The audience was quick to associate Newgate Prison with Whitehall; the deceitful, avaricious Peachum (Polly's father) with Robert Walpole, the Prime Minister; Macheath's band of rogues (Jemmy Twitcher, Crook-Fingered Jack, Nimming Ned, etc.) with aristocratic courtiers, and Macheath's women of the streets (Mrs. Coaxer, Dolly Trull, Mrs. Vixen, Molly Brazen, etc.) with ladies of high society.
This short three-act play has some forty-five scenes, almost all with musical interludes. Gay holds this myriad of scenes together through nearly continuous action, more akin to a modern film than to the conventional eighteenth century play.
The Penguin Classics edition (titled The Beggar's Opera, as might be expected), edited by Brian Loughrey and T. O. Treadwell, is quite good and not difficult to find.
Another good choice (and my favorite) is The Beggar's Opera published by Barron's Educational Series, edited by Benjamin Griffith, and illustrated by Keogh with full page ink-line drawings of the key characters.

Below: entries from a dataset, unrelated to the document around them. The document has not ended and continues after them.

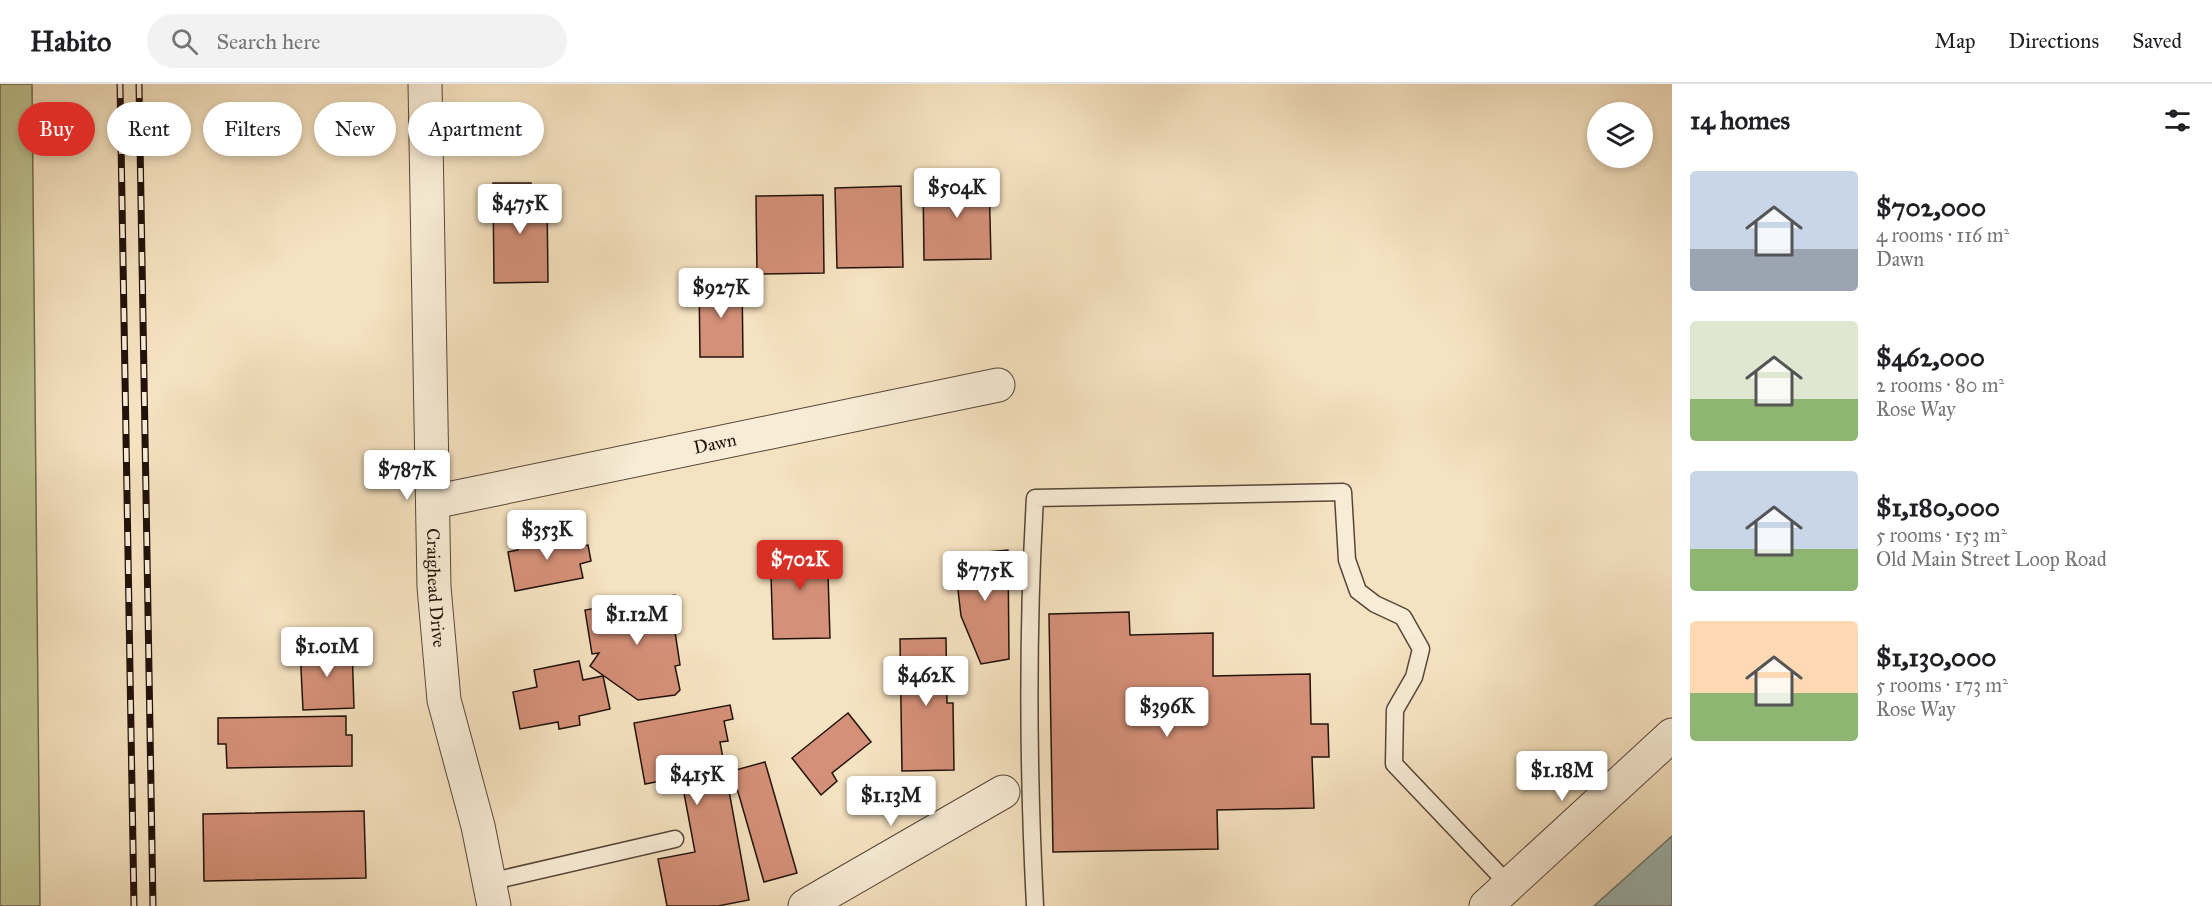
<!DOCTYPE html>
<meta charset="utf-8">
<style>
:root{--surface:#fff;--page:#f2f2f2;--text:#202124;--muted:#757577;--line:#e0e0e0;--accent:#d93025}
body{margin:0;font-family:"IM FELL Great Primer",serif;background:var(--page);color:var(--text);height:100vh;display:flex;flex-direction:column;font-size:22px;white-space:nowrap}
*{box-sizing:border-box;margin:0}
p{font-size:20px;color:var(--muted)}
.icon{flex:none;width:33px;height:33px;fill:none;stroke:currentColor;stroke-width:2;stroke-linecap:round;stroke-linejoin:round}
.map{position:relative;flex:1;overflow:hidden}
.details{display:flex;flex-direction:column;background:var(--surface);width:540px}
.details>*{flex:none}
.banner{position:absolute;left:18px;top:18px;width:570px;height:54px;display:flex;gap:12px}
.controls{position:absolute;left:1587px;top:18px;display:grid;gap:12px}
.controls a{display:grid;place-items:center;width:66px;height:66px;border-radius:50%;background:var(--surface);box-shadow:0 3px 9px #0003;font-size:30px}
.price{position:absolute;translate:-50% -51px;padding:0 14px;border-radius:6px;background:#fff;color:#222;font-size:20px;line-height:39px;filter:drop-shadow(0 2px 3px #0008)}
.price::after{content:'';position:absolute;left:50%;top:36px;width:18px;height:14px;margin-left:-9px;background:inherit;clip-path:polygon(0 0,100% 0,50% 100%)}
.price.selected{background:var(--accent);color:#fff}
ul{padding:0;list-style:none}
li{display:flex;align-items:center;gap:18px;height:150px;padding:0 18px}
li span{display:grid;place-items:center;flex:none;width:168px;height:120px;border-radius:6px;color:#555}
li>.icon{margin-inline-start:auto}
span .icon{width:72px;height:72px;fill:#fffc;stroke-width:1}
li b{font-size:26px}
h2{display:flex;justify-content:space-between;align-items:center;height:72px;padding:0 18px;font-size:26px}
.pill{padding:0 21px;border-radius:27px;background:var(--surface);box-shadow:0 3px 9px #0003;font-size:21px;line-height:54px}
.pill.selected{background:var(--accent);color:#fff}
header{display:flex;align-items:center;gap:36px;box-sizing:border-box;height:84px;padding:0 30px;background:var(--surface);border-bottom:2px solid var(--line)}
header strong{font-size:28px}
nav{display:flex;gap:33px;margin-inline-start:auto;font-size:21px}
.search{width:420px;height:54px;background:var(--page);display:flex;align-items:center;gap:15px;box-sizing:border-box;padding:0 21px;border-radius:33px;color:var(--muted);font-size:22px}
main{display:flex;flex:1;min-height:0}
.map>svg:first-child{display:block}
</style>
<header>
<strong>Habito</strong>
<div class="search"><svg class="icon" aria-label="search" viewBox="0 0 24 24"><circle cx="10" cy="10" r="6"/><path d="M15 15l6 6"/></svg>Search here</div>
<nav><a>Map</a><a>Directions</a><a>Saved</a></nav>
</header>
<main>
<div class="map">
<svg width="1672" height="822" viewBox="0 0 1672 822">
<rect width="100%" height="100%" fill="#f5e2c0"/>
<filter id="stains"><feTurbulence type="fractalNoise" baseFrequency=".00333" numOctaves="4"/><feColorMatrix values="0 0 0 0 .2 0 0 0 0 .09 0 0 0 0 .02 0 0 0 .5 -.17"/></filter>
<radialGradient id="worn" r=".72"><stop offset=".6" stop-color="#630" stop-opacity="0"/><stop offset="1" stop-color="#630" stop-opacity=".3"/></radialGradient>
<!-- green -->
<path fill="#bec391" stroke="#706a4e" stroke-width="1.5" d="M0,0H32L40,822H0Z"/>
<!-- water -->
<path fill="#9ebcb9" stroke="#6c7873" stroke-width="1.5" d="M1672,752V822H1594Z"/>
<!-- building -->
<g fill="#d49078" stroke="#22120b" stroke-width="1.5">
<path d="M989,94L991,175L924,176L923,96Z"/>
<path d="M493,99H531V113H547L548,198L494,199Z"/>
<path d="M901,102L903,183L837,184L835,104Z"/>
<path d="M823,111L824,189L757,190L756,112Z"/>
<path d="M742,196L743,273H700L699,197Z"/>
<path d="M574,449L577,463L588,461L591,477L580,480L583,494L515,507L508,468L518,466L516,456L542,451L544,456Z"/>
<path d="M827,458L830,554L773,555L770,460Z"/>
<path d="M1008,466L1009,575L981,580L961,532L954,471Z"/>
<path d="M675,511L680,540L674,541L680,581L675,582L680,606L675,611L638,616L590,582L599,569L592,570L585,526Z"/>
<path d="M1129,528L1130,551L1213,549V592L1310,590L1311,640H1328L1329,673H1312L1314,724L1217,726L1218,765L1053,768L1049,530Z"/>
<path d="M946,554L947,619H953L954,686L902,687L900,555Z"/>
<path d="M352,561L354,624L303,626L300,564Z"/>
<path d="M579,577L583,596L603,592L610,625L579,632L580,641L559,645L558,638L520,645L513,608L537,603L534,586Z"/>
<path d="M730,621L733,635L724,637L728,657L720,658L749,816L718,822H667L658,775L695,768L681,693L645,700L634,639Z"/>
<path d="M848,629L871,658L832,689L837,697L821,711L792,674Z"/>
<path d="M346,632V651H352V682L227,684L226,660H218V634Z"/>
<path d="M765,678L797,789L764,798L732,687Z"/>
<path d="M364,727L366,794L204,797L203,730Z"/>
</g>
<g fill="none" stroke-linecap="round" stroke-linejoin="round">
<defs>
<g id="lane">
<path d="M489,798L675,755"/>
<path d="M1035,822C1028,686 1027,550 1035,414L1343,408L1347,476L1358,507L1375,520L1403,533L1421,565L1414,593L1395,626L1394,680L1509,801"/>
</g>
<g id="street">
<path id="s1" d="M425,0L434,503L444,616L478,742L494,822"/>
<path id="s2" d="M433,418L998,301"/>
<path d="M805,822L1003,708"/>
<path d="M1486,822L1672,651"/>
</g>
</defs>
<!-- lane casing -->
<use href="#lane" stroke="#574638" stroke-width="19"/>
<!-- street casing -->
<use href="#street" stroke="#574638" stroke-width="35"/>
<!-- lane -->
<use href="#lane" stroke="#f8ecd6" stroke-width="16"/>
<!-- street -->
<use href="#street" stroke="#f8ecd6" stroke-width="33"/>
<defs>
<g id="rail">
<path d="M120,0L134,822"/>
<path d="M139,0L153,822"/>
</g>
</defs>
<!-- rail casing -->
<use href="#rail" stroke="#22120b" stroke-width="7"/>
<!-- rail -->
<use href="#rail" stroke="#f8ecd6" stroke-width="4.5" stroke-dasharray="14" stroke-linecap="butt"/>
</g>
<g text-anchor="middle" stroke-width="4.5" stroke-linejoin="round" paint-order="stroke">
<!-- street labels -->
<g font-size="18" fill="#22120b" stroke="#f8ecd6">
<text dy="6" stroke="none"><textPath href="#s2" startOffset="288">Dawn</textPath></text>
<text dy="6" stroke="none"><textPath href="#s1" startOffset="504">Craighead Drive</textPath></text>
</g>
</g>
<rect width="100%" height="100%" filter="url(#stains)"/>
<rect width="100%" height="100%" fill="url(#worn)"/>
</svg>
<div class="controls">
<a><svg class="icon" aria-label="layers" viewBox="0 0 24 24"><path d="M12 4l9 5-9 5-9-5zM3 14l9 5 9-5"/></svg></a>
</div>
<b class="price" style="left:957px;top:135px">$504K</b>
<b class="price" style="left:520px;top:151px">$475K</b>
<b class="price" style="left:721px;top:235px">$927K</b>
<b class="price" style="left:407px;top:417px">$787K</b>
<b class="price" style="left:547px;top:477px">$353K</b>
<b class="price selected" style="left:800px;top:507px">$702K</b>
<b class="price" style="left:985px;top:518px">$775K</b>
<b class="price" style="left:637px;top:562px">$1.12M</b>
<b class="price" style="left:327px;top:594px">$1.01M</b>
<b class="price" style="left:926px;top:623px">$462K</b>
<b class="price" style="left:1167px;top:654px">$396K</b>
<b class="price" style="left:1562px;top:718px">$1.18M</b>
<b class="price" style="left:697px;top:722px">$415K</b>
<b class="price" style="left:891px;top:743px">$1.13M</b>
<div class="banner">
<a class="pill selected">Buy</a>
<a class="pill">Rent</a>
<a class="pill">Filters</a>
<a class="pill">New</a>
<a class="pill">Apartment</a>
</div>
</div>
<section class="details">
<h2>14 homes<svg class="icon" aria-label="filters" viewBox="0 0 24 24"><path d="M4 7h16M4 17h16"/><circle cx="9" cy="7" r="2"/><circle cx="15" cy="17" r="2"/></svg></h2>
<ul>
<li><span style="background:linear-gradient(#c9d6e8 65%,#9aa5b1 0)"><svg class="icon" aria-label="home" viewBox="0 0 24 24"><path d="M3 11l9-7 9 7M6 9v11h12V9"/></svg></span><div><b>$702,000</b><p>4 rooms · 116 m²</p><p>Dawn</p></div></li>
<li><span style="background:linear-gradient(#dfe7d0 65%,#8fb573 0)"><svg class="icon" aria-label="home" viewBox="0 0 24 24"><path d="M3 11l9-7 9 7M6 9v11h12V9"/></svg></span><div><b>$462,000</b><p>2 rooms · 80 m²</p><p>Rose Way</p></div></li>
<li><span style="background:linear-gradient(#c9d6e8 65%,#8fb573 0)"><svg class="icon" aria-label="home" viewBox="0 0 24 24"><path d="M3 11l9-7 9 7M6 9v11h12V9"/></svg></span><div><b>$1,180,000</b><p>5 rooms · 153 m²</p><p>Old Main Street Loop Road</p></div></li>
<li><span style="background:linear-gradient(#ffd9b3 60%,#8fb573 0)"><svg class="icon" aria-label="home" viewBox="0 0 24 24"><path d="M3 11l9-7 9 7M6 9v11h12V9"/></svg></span><div><b>$1,130,000</b><p>5 rooms · 173 m²</p><p>Rose Way</p></div></li>
</ul>
</section>
</main>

The lengthy, three part introduction - the playwright, the play, and the staging - is quite helpful. The initial musical notes are presented along with the lyrics.
The Beggar's Opera, Regents Restoration Drama Series, Nebraska University Press, 1969 may be more suitable for English majors as it offers a scholarly introduction by Edgar V. Roberts. An extensive appendix, some 140 pages, is a compilation of the music of The Beggar's Opera with keyboard accompaniments, edited by Edward Smith.
The Beggar's Opera and Companion Pieces, Crofts Classics, 1966, edited by C. F. Burgess is particularly valuable - and somewhat unique - for including Gay's enjoyable poem Trivia (subtitled The Art of Walking the Streets of London), other poems (Newgate's Garland, 'Twas When the Seas Were Roaring, Sweet William's Farewell, Molly Mog, An Epistle to a Lady, and The Hare and Many Friends), and extracts from various letters. A possible drawback may be the absence of musical scores in the text, although the lyrics are embedded within the play itself.